Открыв значение, кроманьонец почти вышел из мира суггестии и приготовился вступить в наш, человеческий мир.  Именно значение позволяет изолировать денотат, обособить его от бесконечного множества других явлений окружающей среды. Следует, справедливости ради, сказать, что порой это приводит к неменьшим искажениям восприятия, нежели применение дипластий, однако здесь уже должна работать логика, устанавливая реально существующие каузальные или структурные связи.

Мышление начинает развиваться только с появлением трипластий. Одновременно же развивается контрсуггестия. Кроманьонец тысячелетиями успешно использовал вторую сигнальную систему, которая тогда в корне отличалась от человеческой второй сигнальной системы, в качестве эффективного механизма интериндивидуального общения.  Контрсуггестия преобразует эту систему в механизм отражения и познания и, тем самым, в превращение его в человека, в Homo sapiens sapiens.

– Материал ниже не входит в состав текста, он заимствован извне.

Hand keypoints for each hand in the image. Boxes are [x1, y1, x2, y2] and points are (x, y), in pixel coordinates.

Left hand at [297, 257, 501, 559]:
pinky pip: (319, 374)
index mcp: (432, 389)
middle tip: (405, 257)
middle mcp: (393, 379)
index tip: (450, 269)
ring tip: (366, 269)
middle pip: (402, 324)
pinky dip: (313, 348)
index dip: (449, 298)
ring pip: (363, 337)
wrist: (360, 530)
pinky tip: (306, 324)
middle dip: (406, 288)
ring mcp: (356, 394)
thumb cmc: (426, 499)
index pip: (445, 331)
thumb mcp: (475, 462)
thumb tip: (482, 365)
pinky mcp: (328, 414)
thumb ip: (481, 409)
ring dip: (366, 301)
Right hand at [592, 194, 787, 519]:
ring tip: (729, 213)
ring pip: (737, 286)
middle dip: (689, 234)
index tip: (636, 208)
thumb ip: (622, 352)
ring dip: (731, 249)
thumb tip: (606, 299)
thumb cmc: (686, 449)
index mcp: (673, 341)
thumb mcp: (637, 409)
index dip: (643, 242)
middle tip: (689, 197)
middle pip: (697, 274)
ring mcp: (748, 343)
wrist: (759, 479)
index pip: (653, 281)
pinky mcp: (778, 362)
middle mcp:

Однако, кроманьонцу было необходимо сделать ещё один шаг — соединить две трипластии в тетрапластию и с её помощью вступить в мир логики. Здесь уже существуют знаки и денотаты. При этом сохраняются основные характеристика дипластии — различие или независимое бытие между двумя предметами или представлениями, и их сходство или слияние.

Когда связь между двумя элементами дипластии практически исчезает, они становятся не просто различными, но контрастными — антитезой или антонимией. Их можно теперь определить только противопоставлением друг другу и дипластия превращается в абсурд и здесь уже требуется логика.

В варианте, когда различие становится ничтожным, когда появляется какая-либо связь между элементами дипластии, мы также приходим к абсурду. В поэзии или пословицах всегда имеется ещё одна строка, которая объясняет, осмысляет абсурд, но во времена кроманьонцев делать это было некому. Дальнейшее развитие второй сигнальной системы находит выход из этой ситуации. Появляется связывание посредством противопоставления, взаимного исключения. Без этого исчезла бы возможность различать элементы и не было бы понятий, а все слова стали бы синонимами и в результате существование значения стало бы невозможным. Только антонимия, абсолютное запрещение, может предотвратить это.

При расщеплении дипластий становится возможным в результате работы мышления выделение из двух или более представлений или предметов некоего общего для них, будь это признак, свойство или функция. Это является новым шагом в формировании общих понятий — связывание по категориям, что вместе с предыдущей группой составит основу классификации.

«Наконец, ... интеллект соединяет не связанные наглядно, не сходные, не имеющие контрастной или категориальной связи элементы расщеплённой дипластии ещё одним мостом: причинно-следственной связью. Причина и следствие, как категории, сами контрастны. Они делают ненужным какой бы то ни было общий множитель между двумя вещами. Если одна из них — причина другой, они не могут стать взаимозаменяемыми, они контрастны в этом качестве, находимом в них мышлением. Ибо каузальное(причинно-следственное) сочетание вещей есть уже подлинное мышление — тут начало науки.» (Б.Ф.Поршнев, 2007, с.474).

Теперь рассмотрим, что происходит при оперировании элементами, неотличимыми и неотделимыми друг от друга. И здесь логика находит выход из абсурда. Начинается это с приравнивания к нулю отличий между двумя и более элементами, это уже начало счёта и перечисления и без этого также невозможно развитие общих понятий, которые являются счётными множествами.